When we arrived back at the boat I was then whisked off
again this time to a local hotel where they ferried us across to their spa
resort complete with four poster double sun loungers, infinity swimming pool
and a fabulous restaurant all overlooking the English Harbor. I really was a birthday in paradise and one I
will never forget. Thanks to all who
made it possible!
Antigua was where everyone bar John and I left the boat to head
back to the UK. It was sad for John and
I to see both of our daughters departing.
We also had thoroughly enjoyed the company of Nigel and Katie. Everyone said it had been the holiday of a
life time.
John and I spent the next couple of weeks anchored in
Portsmouth Harbor, just round from English Harbour, first at the lovely Pigeon
Beach (My brother Alan’s favourite spot in the world)! Then closer to the main
town where there was less sea swell at anchor.

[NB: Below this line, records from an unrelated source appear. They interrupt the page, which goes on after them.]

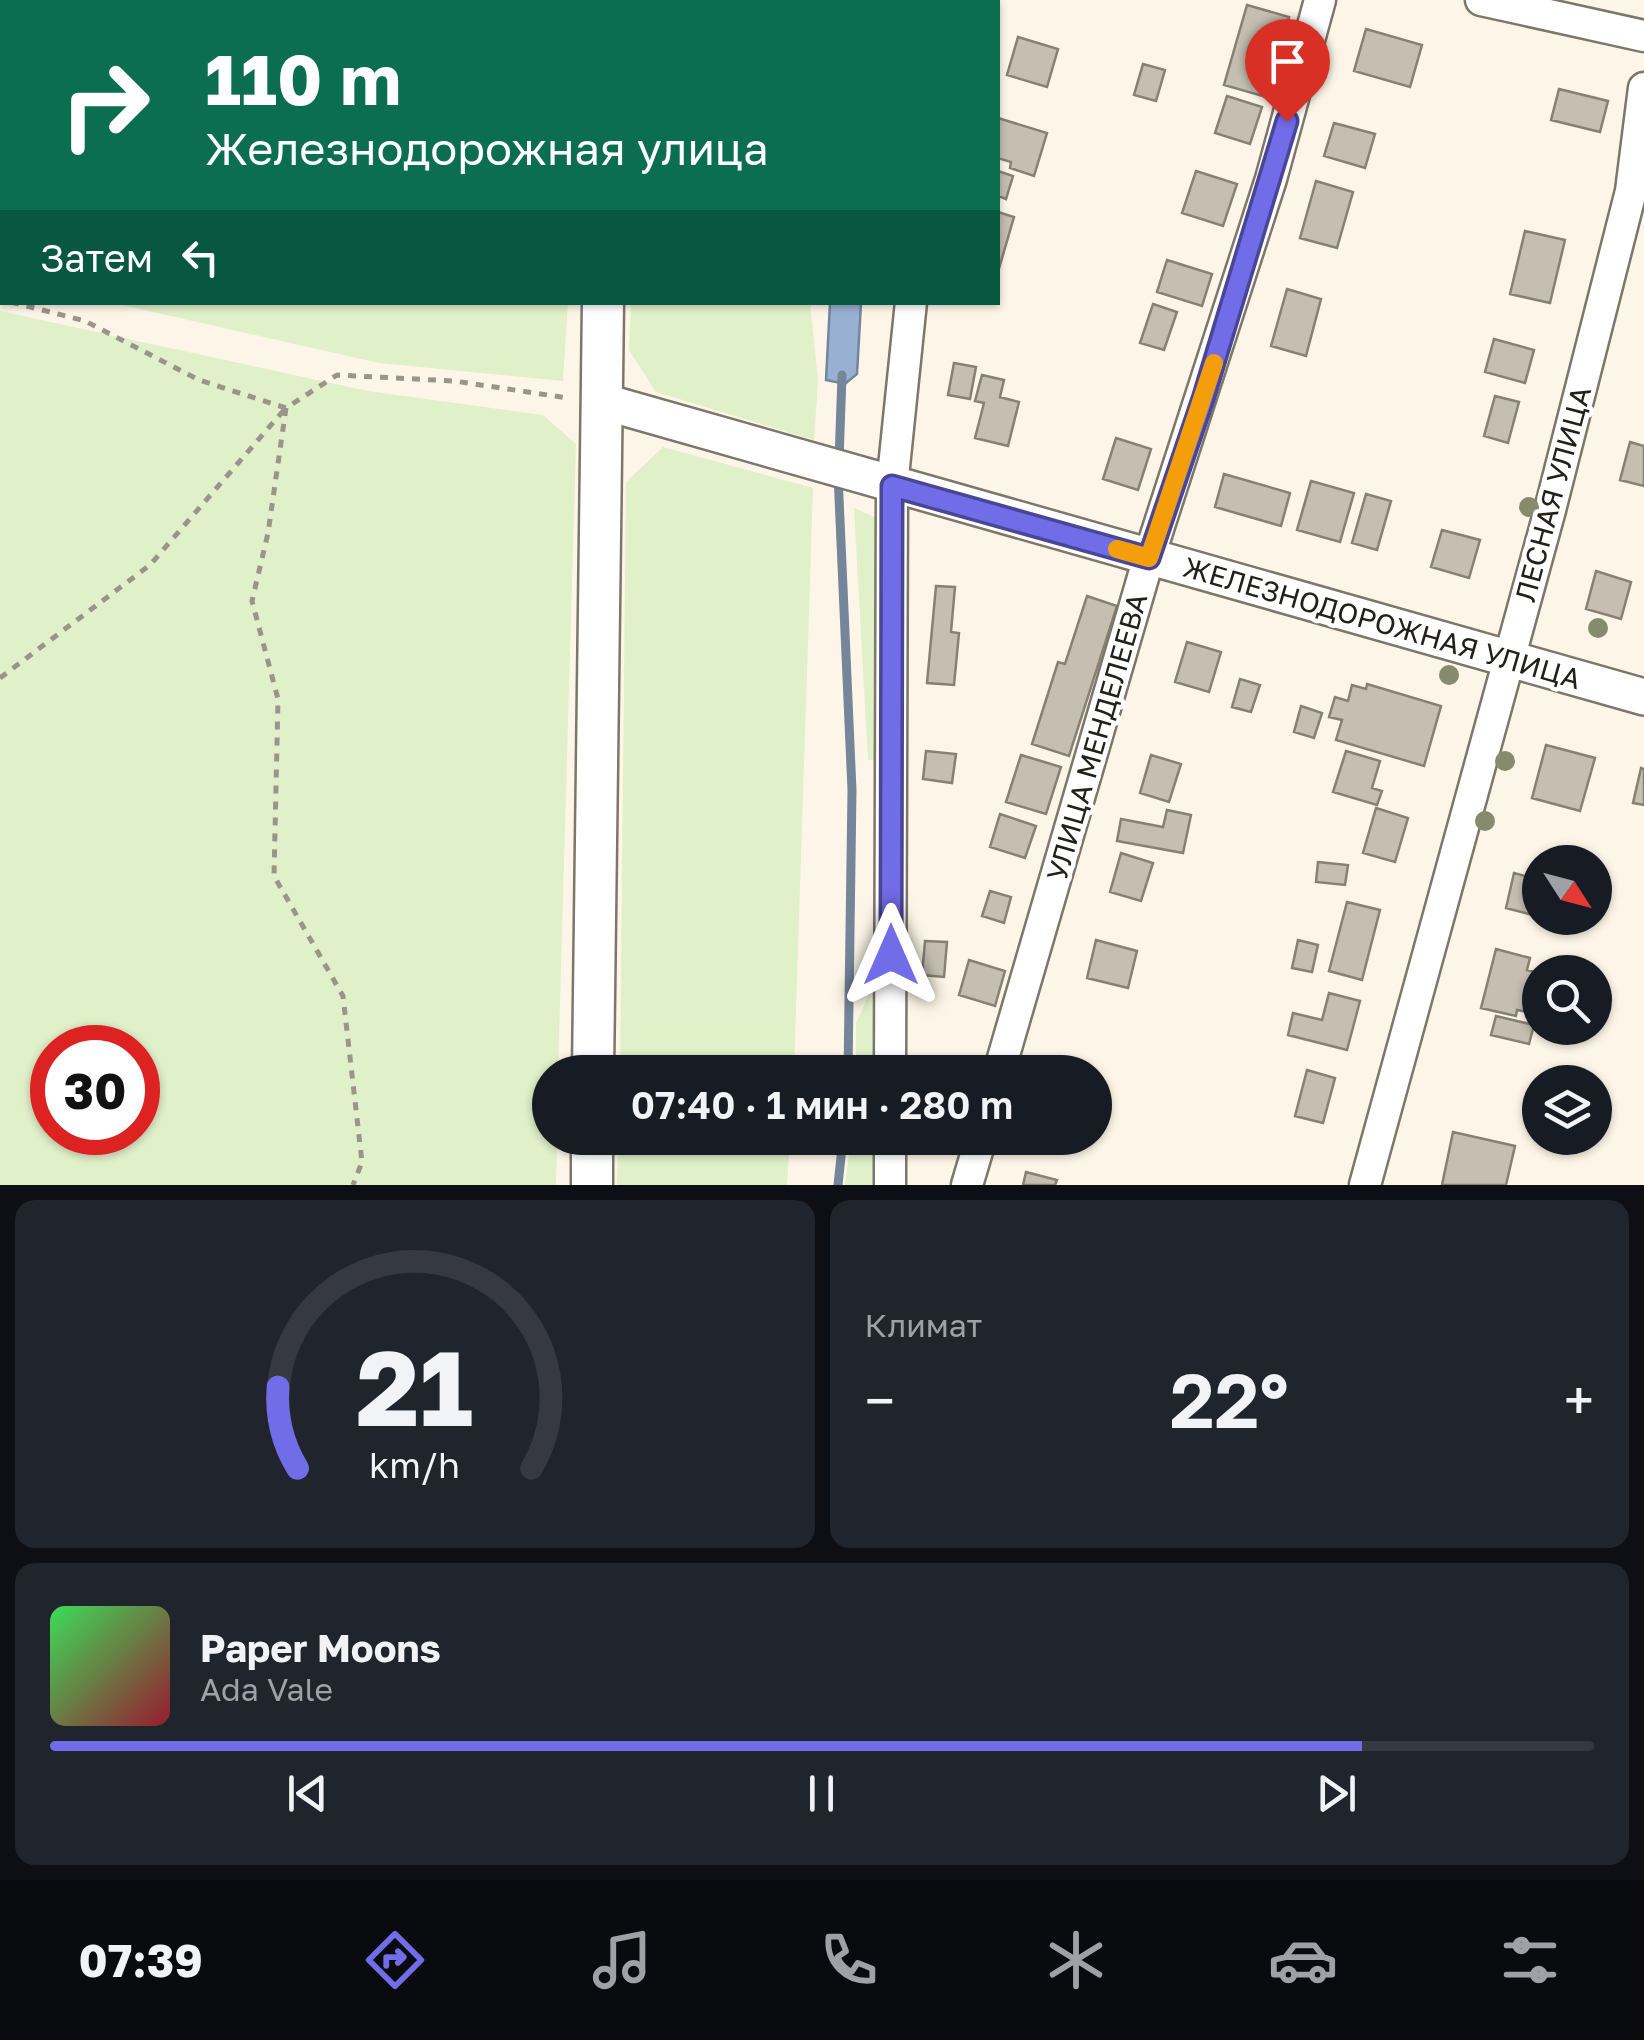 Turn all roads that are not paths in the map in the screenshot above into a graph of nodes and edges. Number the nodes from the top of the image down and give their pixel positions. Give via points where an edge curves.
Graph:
1 (1320, 0) edge
2 (1481, 0) edge
3 (1644, 36) edge
4 (1644, 88) edge
5 (603, 305) edge
6 (911, 305) edge
7 (601, 401) junction
8 (892, 486) junction
9 (1149, 558) junction
10 (1510, 659) junction
11 (1644, 697) edge
12 (593, 1055) edge
13 (890, 1055) edge
14 (1005, 1055) edge
15 (592, 1155) edge
16 (891, 1155) edge
17 (975, 1155) edge
18 (892, 1184) edge
19 (592, 1185) edge
20 (967, 1185) edge
21 (1365, 1185) edge

1 - 9 street, УЛИЦА МЕНДЕЛЕЕВА via 1271,179
2 - 3 street
4 - 10 street, ЛЕСНАЯ УЛИЦА via 1632,191
5 - 7 main road
6 - 8 street
7 - 8 street, ЖЕЛЕЗНОДОРОЖНАЯ УЛИЦА
7 - 12 main road
8 - 9 street, ЖЕЛЕЗНОДОРОЖНАЯ УЛИЦА
8 - 13 street
9 - 10 street, ЖЕЛЕЗНОДОРОЖНАЯ УЛИЦА
9 - 14 street, УЛИЦА МЕНДЕЛЕЕВА
10 - 11 street, ЖЕЛЕЗНОДОРОЖНАЯ УЛИЦА
10 - 21 street, ЛЕСНАЯ УЛИЦА
15 - 19 main road
16 - 18 street
17 - 20 street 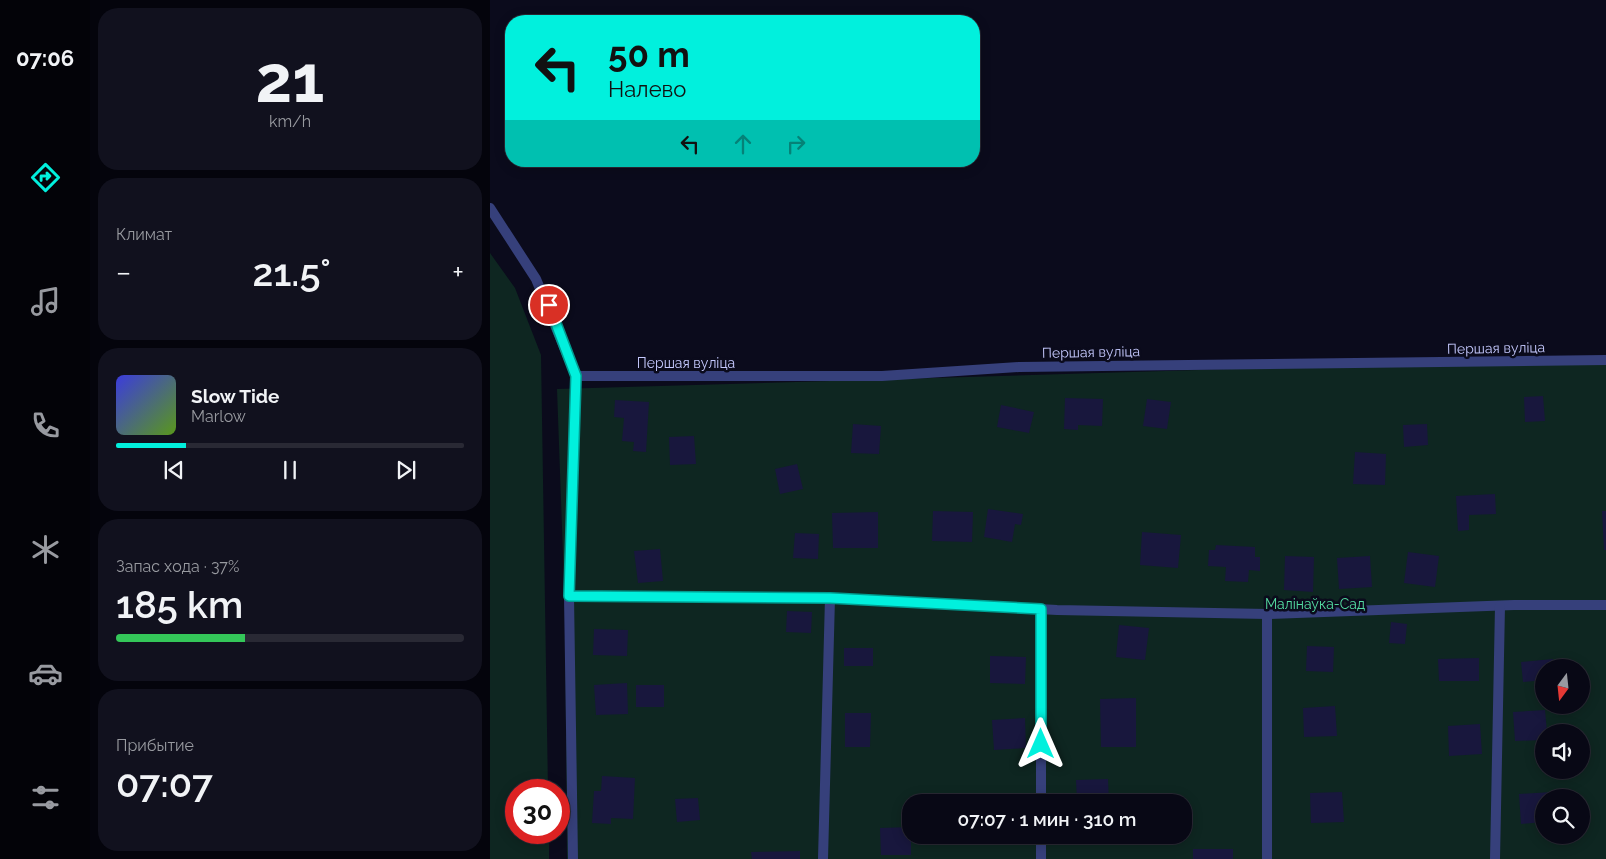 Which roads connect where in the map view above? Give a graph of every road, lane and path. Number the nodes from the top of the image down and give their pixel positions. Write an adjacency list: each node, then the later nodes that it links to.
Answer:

During this couple of weeks we also motored round to a couple of bays
for a change of scene, one being where Eric Clapton has a lovely house
overlooking the bay where we anchored.
We didn’t see Eric, but couldn’t resist playing the ‘unplugged album’
whilst sitting on deck eating dinner that evening. John had been suffering from sciatica so we
were glad of a couple of weeks rest before our trip continued.